With the show scheduled to drop on Amazon Prime (Apr. 9), I was fortunate to screen the first four episodes that set the stage for all the real and supernatural forces that threaten to taunt, ravage and usher this Black family out of a seemingly idyllic Compton neighborhood. After an unnerving prologue, which jumpstarts the Hitchcockian-esque mystery, the main story begins in 1953 and centers on the Emory family — ambitious engineer Henry (Ashley Thomas), former teacher Lucky (Deborah Ayorinde), and their two children (Shahadi Wright Joseph, Melody Hurd) — on their way to a new home in Compton, California.
Over the course of 10 days, audiences are dragged into a suburban — albeit malevolent — setting where the micro- and macro-aggressions of the Emory family’s seen (and unseen) antagonists trigger flashbacks and jump-scare-inducing moments that Black people still contend with now. “I started writing [Them: Covenant] a few years back during a summer where it felt like every single morning I was waking up, grabbing my phone, and looking through social media to see videos of Black folks being terrorized in some way,” creator Little Marvin said about the show during his stop at Deadline’s virtual SXSW studio this year.
The first episode shows how corrosive racism has already affected the neighborhood right as the Emory family pulls into the driveway of their new home. Once settled in, their placid white neighbors are out in full force to antagonize, led by a proto-Karen named Betty Wendell (Alison Pill), whose crazed smile belies a psychopath behind the eyes. Director Nelson Gregg (American Horror Story, Ratched) frames the classic 1950s aesthetic with polished Pleasantville vibes featuring just enough cracks under the surface to add an element of unease.
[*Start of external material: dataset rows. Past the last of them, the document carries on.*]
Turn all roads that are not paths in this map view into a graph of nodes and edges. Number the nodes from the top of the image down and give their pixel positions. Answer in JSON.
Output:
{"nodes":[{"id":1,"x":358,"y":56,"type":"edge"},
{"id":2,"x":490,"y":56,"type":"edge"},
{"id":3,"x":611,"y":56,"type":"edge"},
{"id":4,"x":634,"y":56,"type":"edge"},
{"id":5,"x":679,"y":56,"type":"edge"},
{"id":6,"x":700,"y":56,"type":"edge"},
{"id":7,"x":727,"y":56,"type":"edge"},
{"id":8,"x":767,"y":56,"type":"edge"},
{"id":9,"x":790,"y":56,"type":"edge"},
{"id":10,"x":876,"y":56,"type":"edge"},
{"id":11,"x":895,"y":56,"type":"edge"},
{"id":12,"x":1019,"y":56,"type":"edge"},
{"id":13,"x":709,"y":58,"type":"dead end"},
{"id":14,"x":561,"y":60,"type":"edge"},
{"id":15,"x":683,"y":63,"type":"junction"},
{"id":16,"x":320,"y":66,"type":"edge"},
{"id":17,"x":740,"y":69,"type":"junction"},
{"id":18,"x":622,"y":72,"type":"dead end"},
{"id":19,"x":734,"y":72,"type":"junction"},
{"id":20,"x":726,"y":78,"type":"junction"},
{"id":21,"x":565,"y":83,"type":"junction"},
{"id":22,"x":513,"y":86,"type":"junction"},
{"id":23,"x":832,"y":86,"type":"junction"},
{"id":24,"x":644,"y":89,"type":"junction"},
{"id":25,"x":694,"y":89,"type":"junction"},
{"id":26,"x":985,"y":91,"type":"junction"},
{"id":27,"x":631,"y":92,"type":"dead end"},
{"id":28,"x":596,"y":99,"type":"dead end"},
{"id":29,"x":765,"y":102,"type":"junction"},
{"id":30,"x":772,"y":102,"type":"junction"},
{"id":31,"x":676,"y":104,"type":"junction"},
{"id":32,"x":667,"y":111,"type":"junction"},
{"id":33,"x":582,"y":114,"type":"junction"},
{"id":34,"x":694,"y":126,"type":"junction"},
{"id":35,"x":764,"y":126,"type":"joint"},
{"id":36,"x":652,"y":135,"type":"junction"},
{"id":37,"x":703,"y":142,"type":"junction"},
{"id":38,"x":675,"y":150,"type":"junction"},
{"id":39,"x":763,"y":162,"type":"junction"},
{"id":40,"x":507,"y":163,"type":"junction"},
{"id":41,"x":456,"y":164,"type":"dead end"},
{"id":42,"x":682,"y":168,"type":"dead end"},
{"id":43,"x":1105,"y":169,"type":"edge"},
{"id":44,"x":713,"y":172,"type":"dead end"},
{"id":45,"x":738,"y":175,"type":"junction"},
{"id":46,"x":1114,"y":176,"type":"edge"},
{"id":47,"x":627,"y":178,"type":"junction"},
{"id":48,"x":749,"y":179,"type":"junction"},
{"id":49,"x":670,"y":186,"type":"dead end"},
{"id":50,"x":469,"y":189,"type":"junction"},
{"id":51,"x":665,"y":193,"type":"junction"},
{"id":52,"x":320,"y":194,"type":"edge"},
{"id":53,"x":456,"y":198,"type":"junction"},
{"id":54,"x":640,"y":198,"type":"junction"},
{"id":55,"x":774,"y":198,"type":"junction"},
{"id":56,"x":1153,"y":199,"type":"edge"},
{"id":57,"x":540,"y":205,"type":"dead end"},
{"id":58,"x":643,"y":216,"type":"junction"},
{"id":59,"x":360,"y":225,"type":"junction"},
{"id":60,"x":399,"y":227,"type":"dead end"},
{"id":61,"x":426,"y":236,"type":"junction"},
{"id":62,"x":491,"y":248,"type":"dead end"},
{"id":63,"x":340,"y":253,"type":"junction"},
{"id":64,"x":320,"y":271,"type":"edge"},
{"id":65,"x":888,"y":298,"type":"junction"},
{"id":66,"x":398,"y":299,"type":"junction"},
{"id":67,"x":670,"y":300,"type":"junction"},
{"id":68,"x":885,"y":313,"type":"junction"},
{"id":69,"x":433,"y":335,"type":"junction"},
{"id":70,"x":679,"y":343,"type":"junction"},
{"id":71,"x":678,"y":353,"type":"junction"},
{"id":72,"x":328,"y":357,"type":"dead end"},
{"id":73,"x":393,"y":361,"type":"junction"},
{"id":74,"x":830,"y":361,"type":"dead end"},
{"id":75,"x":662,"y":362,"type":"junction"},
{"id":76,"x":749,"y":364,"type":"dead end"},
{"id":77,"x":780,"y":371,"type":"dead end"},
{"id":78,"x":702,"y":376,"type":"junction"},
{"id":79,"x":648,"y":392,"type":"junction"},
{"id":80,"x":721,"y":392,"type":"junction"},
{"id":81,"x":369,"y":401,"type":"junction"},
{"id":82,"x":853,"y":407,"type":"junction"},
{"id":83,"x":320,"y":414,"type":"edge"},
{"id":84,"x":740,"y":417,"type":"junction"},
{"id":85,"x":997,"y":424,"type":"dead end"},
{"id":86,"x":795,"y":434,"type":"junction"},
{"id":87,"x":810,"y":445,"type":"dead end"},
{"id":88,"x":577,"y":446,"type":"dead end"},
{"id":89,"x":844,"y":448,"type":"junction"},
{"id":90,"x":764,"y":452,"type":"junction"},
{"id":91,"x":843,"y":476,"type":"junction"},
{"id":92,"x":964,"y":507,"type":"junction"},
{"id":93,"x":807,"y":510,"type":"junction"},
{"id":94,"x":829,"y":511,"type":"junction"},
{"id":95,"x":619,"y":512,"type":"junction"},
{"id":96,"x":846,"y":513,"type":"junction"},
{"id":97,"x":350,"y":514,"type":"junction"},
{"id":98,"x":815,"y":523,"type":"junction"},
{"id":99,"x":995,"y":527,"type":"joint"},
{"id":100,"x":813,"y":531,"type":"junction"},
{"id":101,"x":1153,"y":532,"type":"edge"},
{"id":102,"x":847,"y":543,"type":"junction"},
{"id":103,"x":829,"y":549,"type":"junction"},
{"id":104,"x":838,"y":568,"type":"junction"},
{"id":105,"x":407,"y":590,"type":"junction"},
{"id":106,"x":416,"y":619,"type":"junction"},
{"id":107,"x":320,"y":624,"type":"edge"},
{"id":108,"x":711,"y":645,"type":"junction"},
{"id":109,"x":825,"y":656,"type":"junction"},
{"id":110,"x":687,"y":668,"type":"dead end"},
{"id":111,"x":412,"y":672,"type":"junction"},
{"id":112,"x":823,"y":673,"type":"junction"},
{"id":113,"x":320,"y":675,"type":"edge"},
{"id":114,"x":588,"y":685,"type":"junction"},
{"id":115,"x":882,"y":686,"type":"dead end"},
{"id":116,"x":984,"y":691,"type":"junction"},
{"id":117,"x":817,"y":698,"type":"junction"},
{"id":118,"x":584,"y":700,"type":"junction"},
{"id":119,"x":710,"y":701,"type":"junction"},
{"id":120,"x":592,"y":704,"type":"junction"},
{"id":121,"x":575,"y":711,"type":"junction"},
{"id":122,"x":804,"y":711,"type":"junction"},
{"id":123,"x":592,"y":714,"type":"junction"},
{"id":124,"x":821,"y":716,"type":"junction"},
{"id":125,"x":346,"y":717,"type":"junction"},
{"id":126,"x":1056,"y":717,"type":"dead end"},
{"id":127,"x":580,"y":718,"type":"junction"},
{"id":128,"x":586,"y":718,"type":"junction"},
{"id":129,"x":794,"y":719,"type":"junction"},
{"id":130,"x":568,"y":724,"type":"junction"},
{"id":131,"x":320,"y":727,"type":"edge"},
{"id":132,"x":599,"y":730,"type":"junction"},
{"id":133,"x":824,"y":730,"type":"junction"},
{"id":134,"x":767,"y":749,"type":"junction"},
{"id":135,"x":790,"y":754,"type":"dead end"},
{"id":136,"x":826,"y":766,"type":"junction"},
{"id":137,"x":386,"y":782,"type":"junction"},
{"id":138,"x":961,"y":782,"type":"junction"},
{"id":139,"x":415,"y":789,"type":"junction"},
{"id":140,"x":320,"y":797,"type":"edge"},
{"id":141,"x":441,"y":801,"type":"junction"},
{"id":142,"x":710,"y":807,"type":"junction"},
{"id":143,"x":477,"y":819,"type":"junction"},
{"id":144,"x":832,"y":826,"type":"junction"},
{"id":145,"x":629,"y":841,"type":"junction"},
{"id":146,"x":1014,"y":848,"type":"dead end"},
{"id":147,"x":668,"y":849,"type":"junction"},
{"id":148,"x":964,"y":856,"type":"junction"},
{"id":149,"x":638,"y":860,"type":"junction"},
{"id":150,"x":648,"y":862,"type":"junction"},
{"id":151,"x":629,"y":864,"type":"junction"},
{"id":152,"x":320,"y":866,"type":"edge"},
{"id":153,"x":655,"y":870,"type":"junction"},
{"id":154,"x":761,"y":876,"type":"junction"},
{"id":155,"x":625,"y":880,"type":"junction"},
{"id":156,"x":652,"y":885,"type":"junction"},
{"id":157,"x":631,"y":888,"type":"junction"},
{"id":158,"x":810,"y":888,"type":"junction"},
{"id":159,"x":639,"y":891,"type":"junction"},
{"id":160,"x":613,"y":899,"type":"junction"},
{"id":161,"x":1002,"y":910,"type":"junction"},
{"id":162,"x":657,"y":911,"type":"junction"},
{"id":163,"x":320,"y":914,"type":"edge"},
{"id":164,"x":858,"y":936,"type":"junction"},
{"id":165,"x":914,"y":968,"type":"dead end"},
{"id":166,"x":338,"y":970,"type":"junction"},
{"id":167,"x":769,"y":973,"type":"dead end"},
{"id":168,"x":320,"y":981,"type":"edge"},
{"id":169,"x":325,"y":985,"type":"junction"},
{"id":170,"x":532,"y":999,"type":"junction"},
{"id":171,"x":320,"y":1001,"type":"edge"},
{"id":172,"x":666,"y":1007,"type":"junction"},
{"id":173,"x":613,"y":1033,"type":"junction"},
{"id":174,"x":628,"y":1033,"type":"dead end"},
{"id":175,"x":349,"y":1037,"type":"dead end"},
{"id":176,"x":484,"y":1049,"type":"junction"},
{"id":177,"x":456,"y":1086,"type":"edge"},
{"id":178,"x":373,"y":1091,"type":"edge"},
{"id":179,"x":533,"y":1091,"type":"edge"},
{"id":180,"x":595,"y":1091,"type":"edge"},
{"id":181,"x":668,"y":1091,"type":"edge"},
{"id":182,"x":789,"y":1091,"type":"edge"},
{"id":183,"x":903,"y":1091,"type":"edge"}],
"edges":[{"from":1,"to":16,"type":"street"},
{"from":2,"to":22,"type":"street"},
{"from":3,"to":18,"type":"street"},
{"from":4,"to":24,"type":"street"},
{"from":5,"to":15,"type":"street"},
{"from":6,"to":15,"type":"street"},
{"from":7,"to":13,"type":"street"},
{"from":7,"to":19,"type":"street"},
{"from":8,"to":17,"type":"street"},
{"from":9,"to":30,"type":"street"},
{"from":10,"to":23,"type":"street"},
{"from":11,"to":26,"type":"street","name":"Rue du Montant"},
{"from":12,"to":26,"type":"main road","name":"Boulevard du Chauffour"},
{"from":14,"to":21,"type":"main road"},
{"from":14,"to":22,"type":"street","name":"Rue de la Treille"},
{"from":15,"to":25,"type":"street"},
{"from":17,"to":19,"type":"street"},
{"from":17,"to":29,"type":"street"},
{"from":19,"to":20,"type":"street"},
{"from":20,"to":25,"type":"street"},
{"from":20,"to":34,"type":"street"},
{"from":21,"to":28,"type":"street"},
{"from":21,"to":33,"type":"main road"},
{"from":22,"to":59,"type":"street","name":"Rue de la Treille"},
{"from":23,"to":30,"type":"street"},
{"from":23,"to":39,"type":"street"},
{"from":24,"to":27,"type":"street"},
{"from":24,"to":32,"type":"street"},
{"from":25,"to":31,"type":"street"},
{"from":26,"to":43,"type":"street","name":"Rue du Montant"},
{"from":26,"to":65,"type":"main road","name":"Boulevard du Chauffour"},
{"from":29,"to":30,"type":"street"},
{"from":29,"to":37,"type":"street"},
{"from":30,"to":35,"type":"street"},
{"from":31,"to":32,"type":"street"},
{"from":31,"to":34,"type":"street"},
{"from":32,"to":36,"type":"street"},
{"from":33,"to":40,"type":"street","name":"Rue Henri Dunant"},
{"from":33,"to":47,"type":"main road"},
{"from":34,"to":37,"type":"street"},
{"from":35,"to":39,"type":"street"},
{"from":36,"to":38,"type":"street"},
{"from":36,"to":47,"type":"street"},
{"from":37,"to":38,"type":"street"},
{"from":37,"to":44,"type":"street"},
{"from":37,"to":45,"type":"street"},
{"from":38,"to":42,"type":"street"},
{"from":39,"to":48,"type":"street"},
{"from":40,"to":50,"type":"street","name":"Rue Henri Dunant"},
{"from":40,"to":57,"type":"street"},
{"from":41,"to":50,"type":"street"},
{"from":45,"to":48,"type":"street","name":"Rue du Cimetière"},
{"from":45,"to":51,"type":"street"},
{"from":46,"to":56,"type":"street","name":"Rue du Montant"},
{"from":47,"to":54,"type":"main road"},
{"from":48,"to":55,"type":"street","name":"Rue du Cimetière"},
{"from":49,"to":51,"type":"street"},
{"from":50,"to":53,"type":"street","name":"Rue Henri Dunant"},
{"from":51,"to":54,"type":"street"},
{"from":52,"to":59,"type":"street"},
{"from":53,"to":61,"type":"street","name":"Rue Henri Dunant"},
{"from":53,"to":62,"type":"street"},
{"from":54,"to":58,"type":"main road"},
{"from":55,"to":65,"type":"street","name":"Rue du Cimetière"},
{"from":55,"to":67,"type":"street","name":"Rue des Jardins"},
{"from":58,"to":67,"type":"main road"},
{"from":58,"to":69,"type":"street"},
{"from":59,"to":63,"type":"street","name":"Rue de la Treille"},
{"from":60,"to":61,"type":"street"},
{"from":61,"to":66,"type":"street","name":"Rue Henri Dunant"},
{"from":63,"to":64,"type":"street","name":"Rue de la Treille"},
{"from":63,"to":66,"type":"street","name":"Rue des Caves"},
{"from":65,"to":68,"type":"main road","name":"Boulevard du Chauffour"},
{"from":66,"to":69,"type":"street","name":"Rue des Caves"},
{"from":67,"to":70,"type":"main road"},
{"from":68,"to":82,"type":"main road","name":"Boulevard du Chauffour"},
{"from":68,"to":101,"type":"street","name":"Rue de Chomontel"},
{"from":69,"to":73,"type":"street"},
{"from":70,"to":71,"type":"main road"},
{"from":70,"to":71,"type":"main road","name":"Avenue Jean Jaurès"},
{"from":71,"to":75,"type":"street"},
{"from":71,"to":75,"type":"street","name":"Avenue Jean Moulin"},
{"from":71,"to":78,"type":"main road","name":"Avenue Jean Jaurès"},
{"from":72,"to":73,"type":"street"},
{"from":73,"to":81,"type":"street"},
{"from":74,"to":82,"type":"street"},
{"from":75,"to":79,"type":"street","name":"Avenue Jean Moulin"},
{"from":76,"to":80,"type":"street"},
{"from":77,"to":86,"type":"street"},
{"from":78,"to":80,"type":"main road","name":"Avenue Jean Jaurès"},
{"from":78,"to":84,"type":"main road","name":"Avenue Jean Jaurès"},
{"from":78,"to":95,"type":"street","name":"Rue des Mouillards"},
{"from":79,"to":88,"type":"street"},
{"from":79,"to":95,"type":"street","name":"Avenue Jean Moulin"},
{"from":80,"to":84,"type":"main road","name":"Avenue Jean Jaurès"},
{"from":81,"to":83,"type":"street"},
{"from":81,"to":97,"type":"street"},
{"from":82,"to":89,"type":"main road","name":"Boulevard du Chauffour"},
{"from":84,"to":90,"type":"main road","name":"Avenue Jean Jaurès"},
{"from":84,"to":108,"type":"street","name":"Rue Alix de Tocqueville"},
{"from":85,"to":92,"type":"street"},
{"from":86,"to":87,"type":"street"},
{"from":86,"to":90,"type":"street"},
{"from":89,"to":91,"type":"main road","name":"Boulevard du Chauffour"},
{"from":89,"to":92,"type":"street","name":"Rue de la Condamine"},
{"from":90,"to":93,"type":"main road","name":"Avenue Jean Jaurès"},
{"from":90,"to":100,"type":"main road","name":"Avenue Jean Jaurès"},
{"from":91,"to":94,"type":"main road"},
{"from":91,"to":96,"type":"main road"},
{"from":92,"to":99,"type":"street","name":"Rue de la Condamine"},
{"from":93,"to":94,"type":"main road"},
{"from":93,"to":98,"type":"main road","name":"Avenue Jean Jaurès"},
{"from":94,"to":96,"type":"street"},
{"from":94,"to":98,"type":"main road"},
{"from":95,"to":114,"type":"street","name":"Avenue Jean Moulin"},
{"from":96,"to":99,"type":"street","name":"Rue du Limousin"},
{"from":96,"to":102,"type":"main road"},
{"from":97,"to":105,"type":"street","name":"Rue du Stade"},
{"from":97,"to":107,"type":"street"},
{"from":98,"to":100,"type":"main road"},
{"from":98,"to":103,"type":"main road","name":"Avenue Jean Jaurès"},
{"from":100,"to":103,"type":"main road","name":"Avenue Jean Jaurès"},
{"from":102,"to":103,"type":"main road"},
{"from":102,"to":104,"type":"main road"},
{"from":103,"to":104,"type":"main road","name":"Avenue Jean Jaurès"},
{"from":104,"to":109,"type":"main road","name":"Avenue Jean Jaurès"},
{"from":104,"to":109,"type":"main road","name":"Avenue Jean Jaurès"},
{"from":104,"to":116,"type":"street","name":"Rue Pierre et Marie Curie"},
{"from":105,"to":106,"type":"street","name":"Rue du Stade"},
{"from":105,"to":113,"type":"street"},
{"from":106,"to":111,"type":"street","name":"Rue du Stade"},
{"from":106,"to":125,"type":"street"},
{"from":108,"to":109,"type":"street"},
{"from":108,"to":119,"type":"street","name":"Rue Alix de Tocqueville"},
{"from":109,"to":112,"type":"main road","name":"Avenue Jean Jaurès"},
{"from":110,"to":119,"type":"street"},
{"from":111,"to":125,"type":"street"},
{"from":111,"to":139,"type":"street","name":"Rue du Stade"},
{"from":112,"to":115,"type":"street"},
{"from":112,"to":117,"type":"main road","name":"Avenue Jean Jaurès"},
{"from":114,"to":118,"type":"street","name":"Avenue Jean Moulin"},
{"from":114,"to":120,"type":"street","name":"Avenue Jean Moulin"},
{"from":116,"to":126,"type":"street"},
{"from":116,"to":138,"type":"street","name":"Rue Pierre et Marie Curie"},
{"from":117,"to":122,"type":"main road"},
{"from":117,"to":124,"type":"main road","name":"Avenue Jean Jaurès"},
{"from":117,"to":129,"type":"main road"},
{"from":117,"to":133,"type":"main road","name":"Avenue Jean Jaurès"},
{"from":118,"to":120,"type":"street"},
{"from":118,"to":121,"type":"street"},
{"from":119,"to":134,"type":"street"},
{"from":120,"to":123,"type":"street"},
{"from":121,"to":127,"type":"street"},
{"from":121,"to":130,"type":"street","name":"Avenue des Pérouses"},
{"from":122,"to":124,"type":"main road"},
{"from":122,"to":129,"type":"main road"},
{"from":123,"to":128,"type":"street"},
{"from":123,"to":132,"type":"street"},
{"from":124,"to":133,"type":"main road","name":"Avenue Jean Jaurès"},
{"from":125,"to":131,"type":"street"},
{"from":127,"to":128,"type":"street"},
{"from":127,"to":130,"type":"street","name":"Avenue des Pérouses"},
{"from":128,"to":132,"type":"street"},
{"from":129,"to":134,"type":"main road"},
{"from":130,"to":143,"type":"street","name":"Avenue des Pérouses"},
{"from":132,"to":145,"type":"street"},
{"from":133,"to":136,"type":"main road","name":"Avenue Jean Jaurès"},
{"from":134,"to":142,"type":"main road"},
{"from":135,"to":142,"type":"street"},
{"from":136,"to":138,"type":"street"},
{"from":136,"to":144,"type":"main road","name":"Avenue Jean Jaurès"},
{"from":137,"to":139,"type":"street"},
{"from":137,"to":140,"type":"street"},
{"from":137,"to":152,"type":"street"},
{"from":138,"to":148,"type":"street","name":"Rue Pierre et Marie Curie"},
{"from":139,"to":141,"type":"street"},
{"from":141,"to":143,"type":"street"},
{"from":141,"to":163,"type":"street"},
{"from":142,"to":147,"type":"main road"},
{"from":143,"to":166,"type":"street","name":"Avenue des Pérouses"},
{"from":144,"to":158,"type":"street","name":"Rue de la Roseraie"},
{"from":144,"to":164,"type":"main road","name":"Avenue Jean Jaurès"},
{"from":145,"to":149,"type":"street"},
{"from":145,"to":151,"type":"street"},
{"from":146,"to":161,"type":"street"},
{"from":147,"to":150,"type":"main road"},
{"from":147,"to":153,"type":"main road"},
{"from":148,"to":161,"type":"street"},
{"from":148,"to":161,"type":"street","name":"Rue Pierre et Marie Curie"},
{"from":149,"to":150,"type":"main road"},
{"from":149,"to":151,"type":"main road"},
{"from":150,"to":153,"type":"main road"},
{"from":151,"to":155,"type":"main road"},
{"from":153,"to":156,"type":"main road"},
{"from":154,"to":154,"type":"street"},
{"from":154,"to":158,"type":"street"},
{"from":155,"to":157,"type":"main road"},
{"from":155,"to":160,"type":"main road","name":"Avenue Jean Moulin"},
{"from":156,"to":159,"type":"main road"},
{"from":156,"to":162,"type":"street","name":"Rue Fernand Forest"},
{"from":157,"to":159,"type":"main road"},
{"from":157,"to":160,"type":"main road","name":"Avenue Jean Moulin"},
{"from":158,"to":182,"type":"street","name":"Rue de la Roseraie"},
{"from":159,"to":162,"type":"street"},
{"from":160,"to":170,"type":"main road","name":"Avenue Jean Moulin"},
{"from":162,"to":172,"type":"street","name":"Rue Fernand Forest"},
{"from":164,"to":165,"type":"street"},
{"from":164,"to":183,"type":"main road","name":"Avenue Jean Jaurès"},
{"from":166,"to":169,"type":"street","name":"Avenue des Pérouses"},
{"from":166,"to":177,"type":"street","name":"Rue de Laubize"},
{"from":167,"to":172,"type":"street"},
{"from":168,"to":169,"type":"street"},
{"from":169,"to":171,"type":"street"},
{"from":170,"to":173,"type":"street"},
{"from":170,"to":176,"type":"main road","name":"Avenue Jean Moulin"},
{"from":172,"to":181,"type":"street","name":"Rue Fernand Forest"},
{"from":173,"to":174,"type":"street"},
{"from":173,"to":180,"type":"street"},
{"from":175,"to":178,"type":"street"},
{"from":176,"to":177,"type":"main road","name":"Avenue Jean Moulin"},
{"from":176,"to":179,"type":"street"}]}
Add in that prior to World War II, Compton was 95 percent white, and fans of shows like Snowfall will see an eerie transition of how white fright morphed and affected the Black community in less than 50 years.
As the first day ends on an intense note, we’re plunged deeper into the supernatural and real world racism that faces the Emory family in the second episode. The everyday bigotry that Henry and eldest daughter Ruby (Wright Joseph) encounter at work and at school help to push the entire story forward, while exploring the fragile mental states of both husband and wife concludes the episode with the most terse pie-eating scene since What’s Love Got to Do With It. The MVP award for episode 2 and the four-pack screener goes to Deborah Ayorinde, a name everyone will shout from the rooftops after seeing how she reacts to Betty and her Stepford Wives-like neighbors. How she faces the evil forces from outside their home — specifically an effigy placed on her front lawn — and the otherworldly hate that emanates from inside position Ayorinde as a standout star and definitely not your everyday, average Scream Queen.SEE ALSO
Instead of looking at Them: Covenant through the lens of Black trauma, Little Marvin frames the cruelty and terror directly through white fright. Henry and Lucky must defend themselves against it and put on a brave face with their children despite society not being on their side, plus neighbors who are at odds with them outside their front door. If that wasn’t enough, when the youngest daughter Gracie (Hurd) begins to experience strange possessions and unexplained scares (courtesy of Miss Vera, the schoolmarm of Gracie’s books), questions and mysteries surround the already mentally unstable housewife and homemaker.
Them: Covenant is slated as an anthology series, meaning this season should end with more closure than confusion. “What I can say is that [Them will be in] a different time and a different place every season,” Marvin teased. The show greatly establishes a chilling nightmare with gore, shocks, and racially-tinged moments that should embarrass any Karens enough to refrain from misspeaking at the next Zoom meeting. Little Marvin and Lena Waithe successfully present a horror-and-mystery-filled tale that avoids the quagmire associated with Lovecraft Country and instills enough hair-raising, intense and twisted moments that you’ll be unable to look away from.